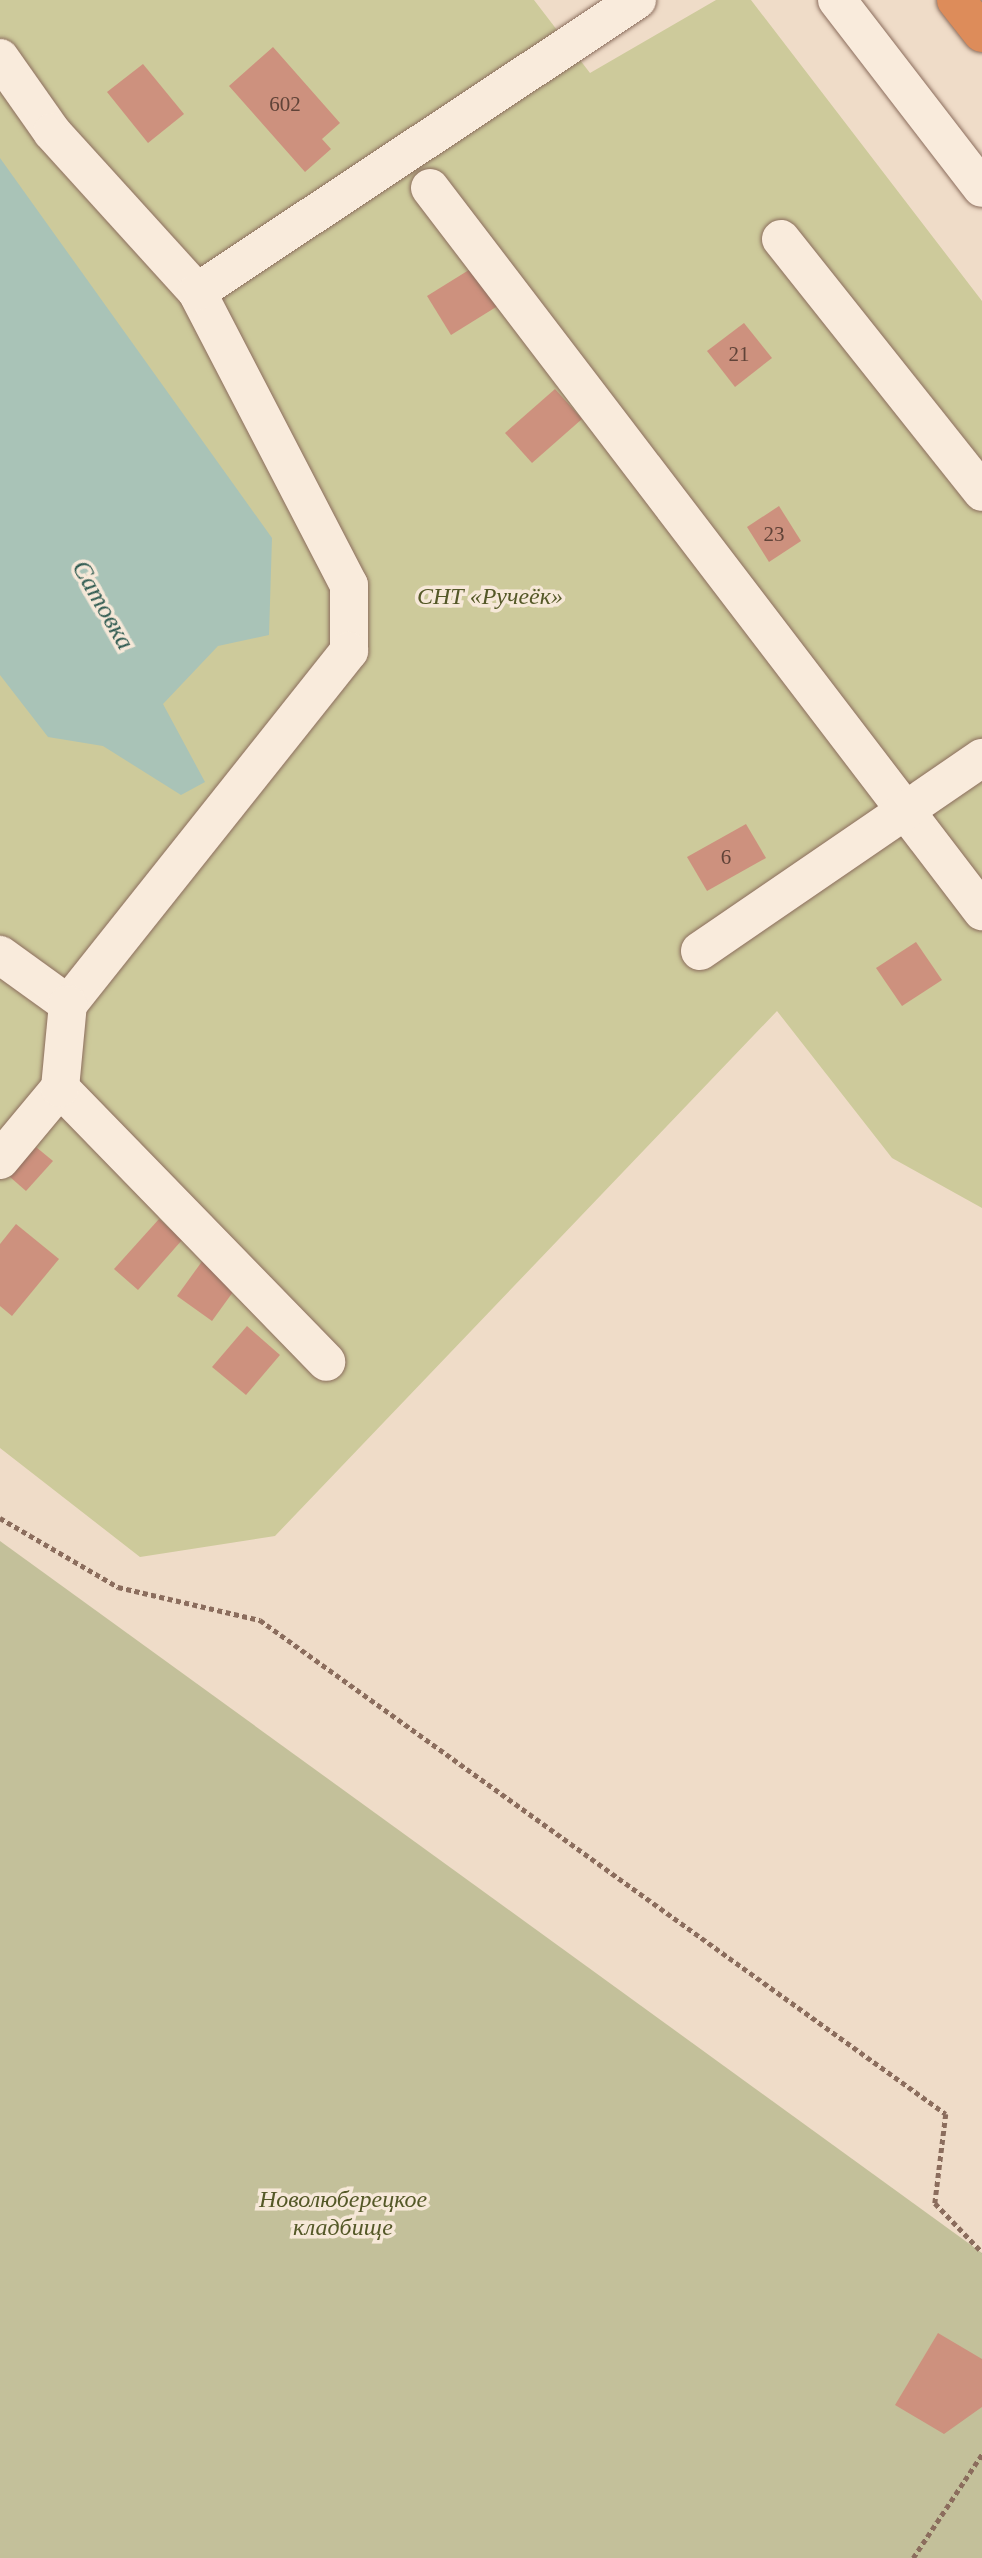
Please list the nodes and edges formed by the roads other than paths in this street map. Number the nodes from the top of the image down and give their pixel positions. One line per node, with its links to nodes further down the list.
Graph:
1 (637, 0): 9 (street)
2 (837, 0): 7 (street)
3 (956, 0): 4 (highway)
4 (982, 33)
5 (0, 58): 9 (street)
6 (430, 188): 12 (street)
7 (982, 188)
8 (781, 239): 10 (street)
9 (197, 292): 16 (street)
10 (982, 492)
11 (982, 758): 12 (street)
12 (905, 810): 13 (street); 14 (street)
13 (982, 911)
14 (700, 951)
15 (0, 955): 16 (street)
16 (68, 1004): 17 (street)
17 (60, 1088): 18 (street); 19 (street)
18 (0, 1160)
19 (326, 1362)

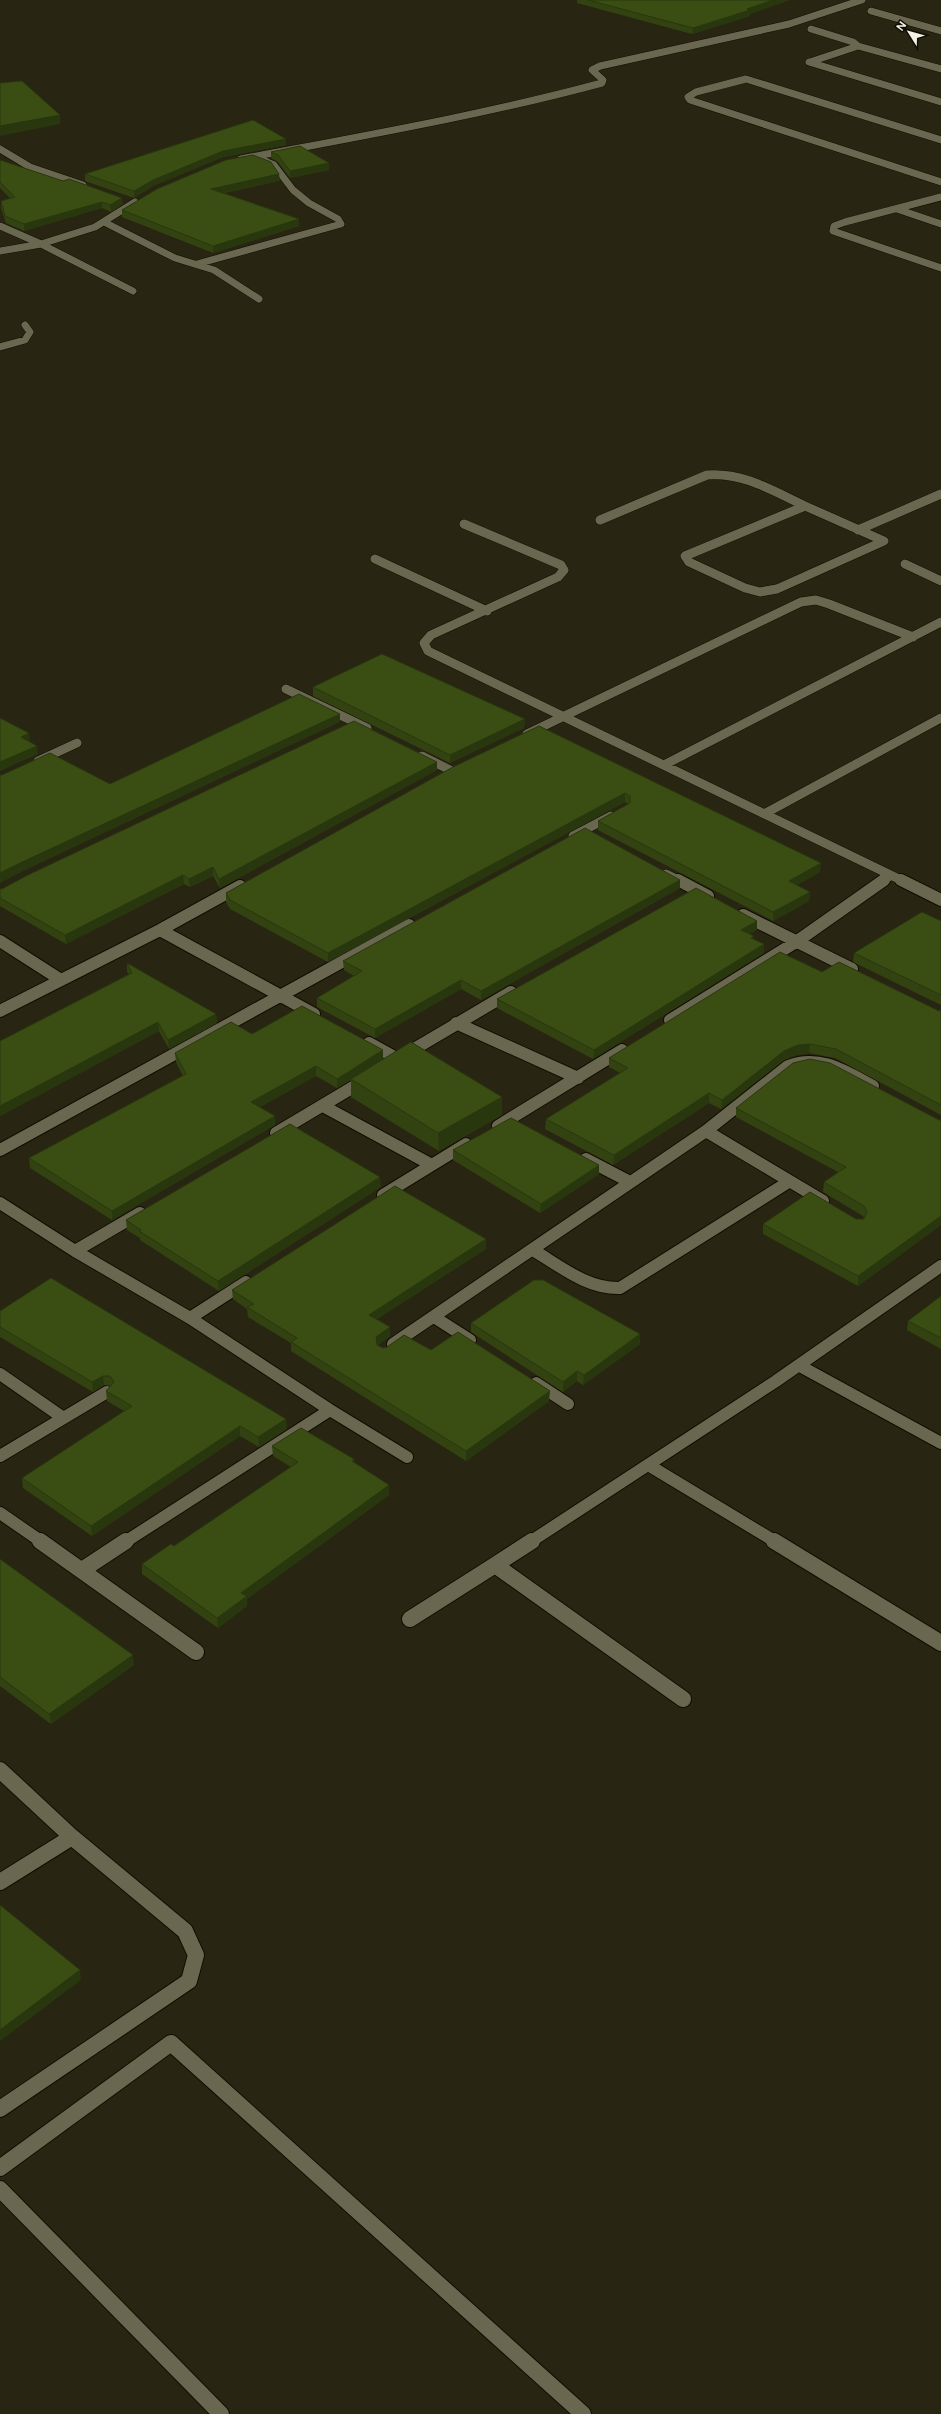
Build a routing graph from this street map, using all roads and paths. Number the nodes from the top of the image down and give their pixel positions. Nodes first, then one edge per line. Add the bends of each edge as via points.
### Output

▸ **EXERCISE**
Print only the lines running from the one with "Build a routing" to the final line of the data above, each exactly as it appears.

▸ **SOLUTION BELOW**
Build a routing graph from this street map, using all roads and paths. Number the nodes from the top of the image down and give their pixel positions. Nodes first, then one edge per line. Add the bends of each edge as via points.
### Output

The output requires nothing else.